═════ Data supplied
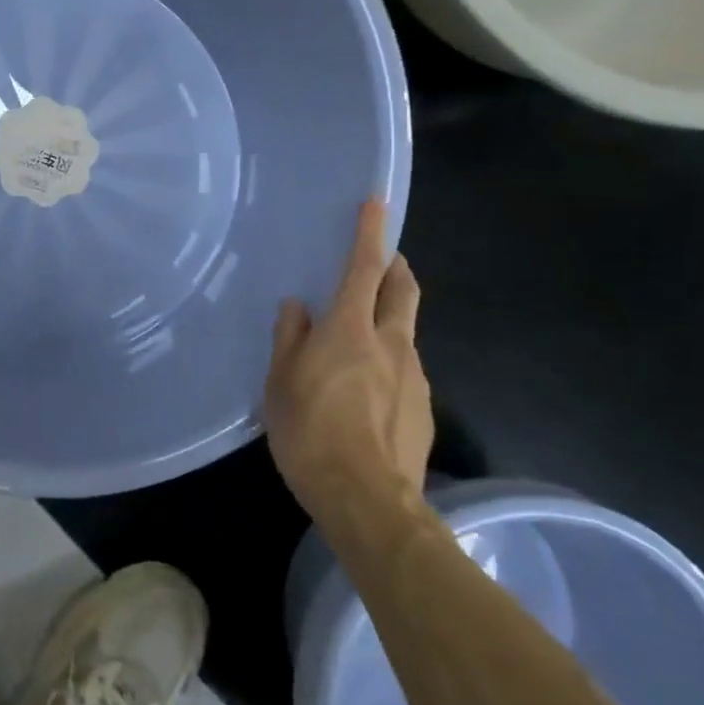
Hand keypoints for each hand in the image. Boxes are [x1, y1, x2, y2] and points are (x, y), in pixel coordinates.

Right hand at [265, 200, 432, 519]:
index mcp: (350, 329)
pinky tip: (367, 394)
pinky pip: (405, 371)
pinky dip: (388, 363)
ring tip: (358, 343)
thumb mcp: (280, 382)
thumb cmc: (310, 431)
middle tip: (383, 262)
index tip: (377, 204)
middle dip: (395, 268)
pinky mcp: (423, 409)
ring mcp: (413, 377)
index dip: (370, 233)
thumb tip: (296, 307)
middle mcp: (391, 343)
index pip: (365, 267)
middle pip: (403, 290)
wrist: (367, 501)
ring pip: (405, 332)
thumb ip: (289, 337)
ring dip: (389, 320)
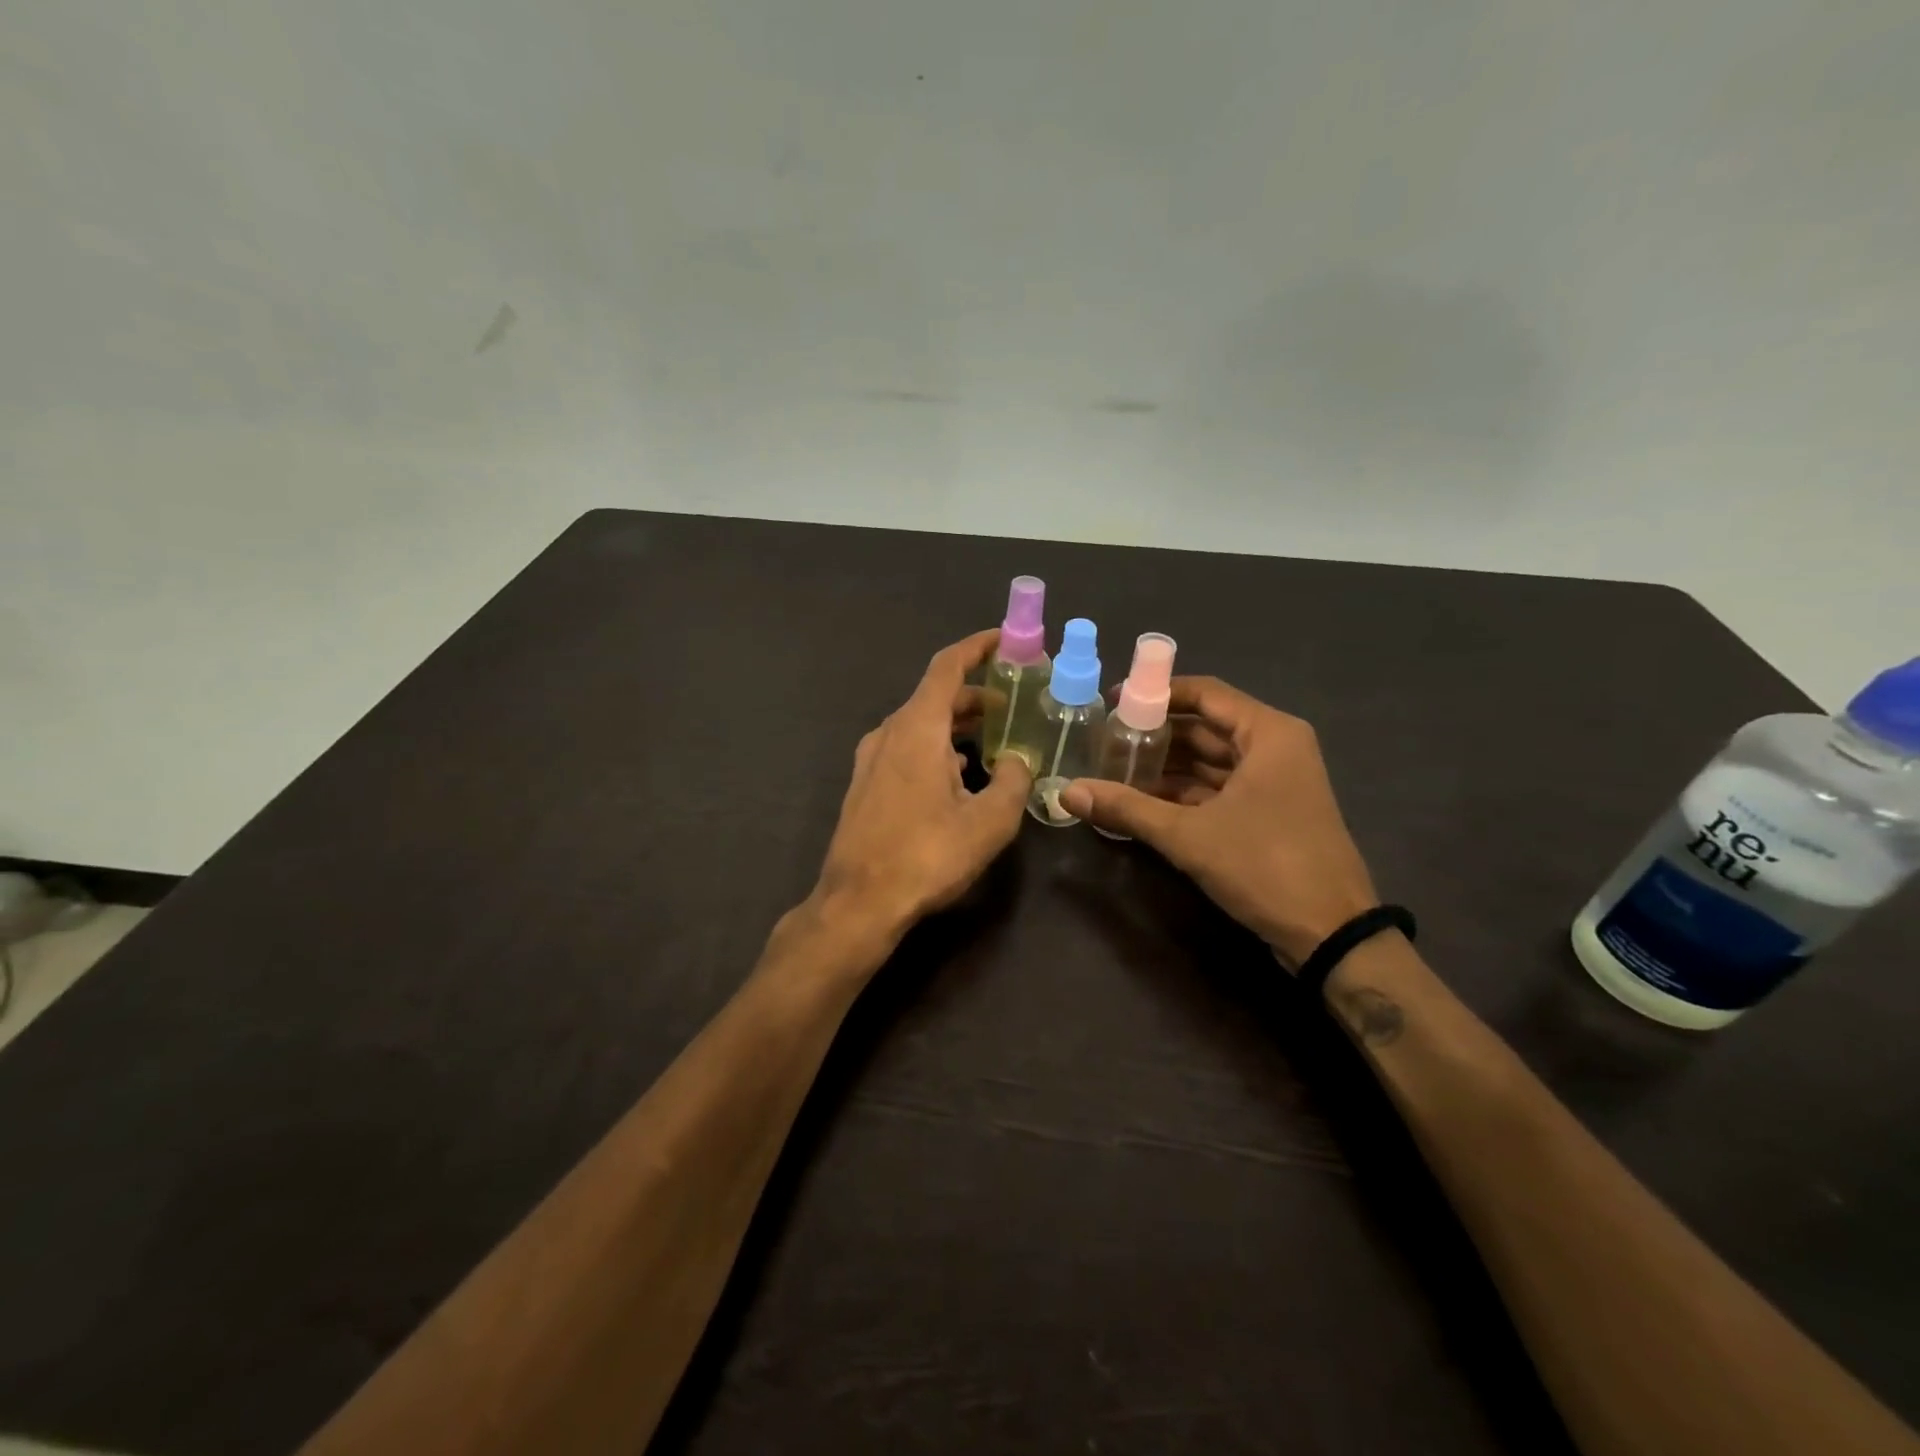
══════════
» Requirement: Please tally the lines above that include the word "middle" and answer with the number by itself.

» Result of the exercise: 4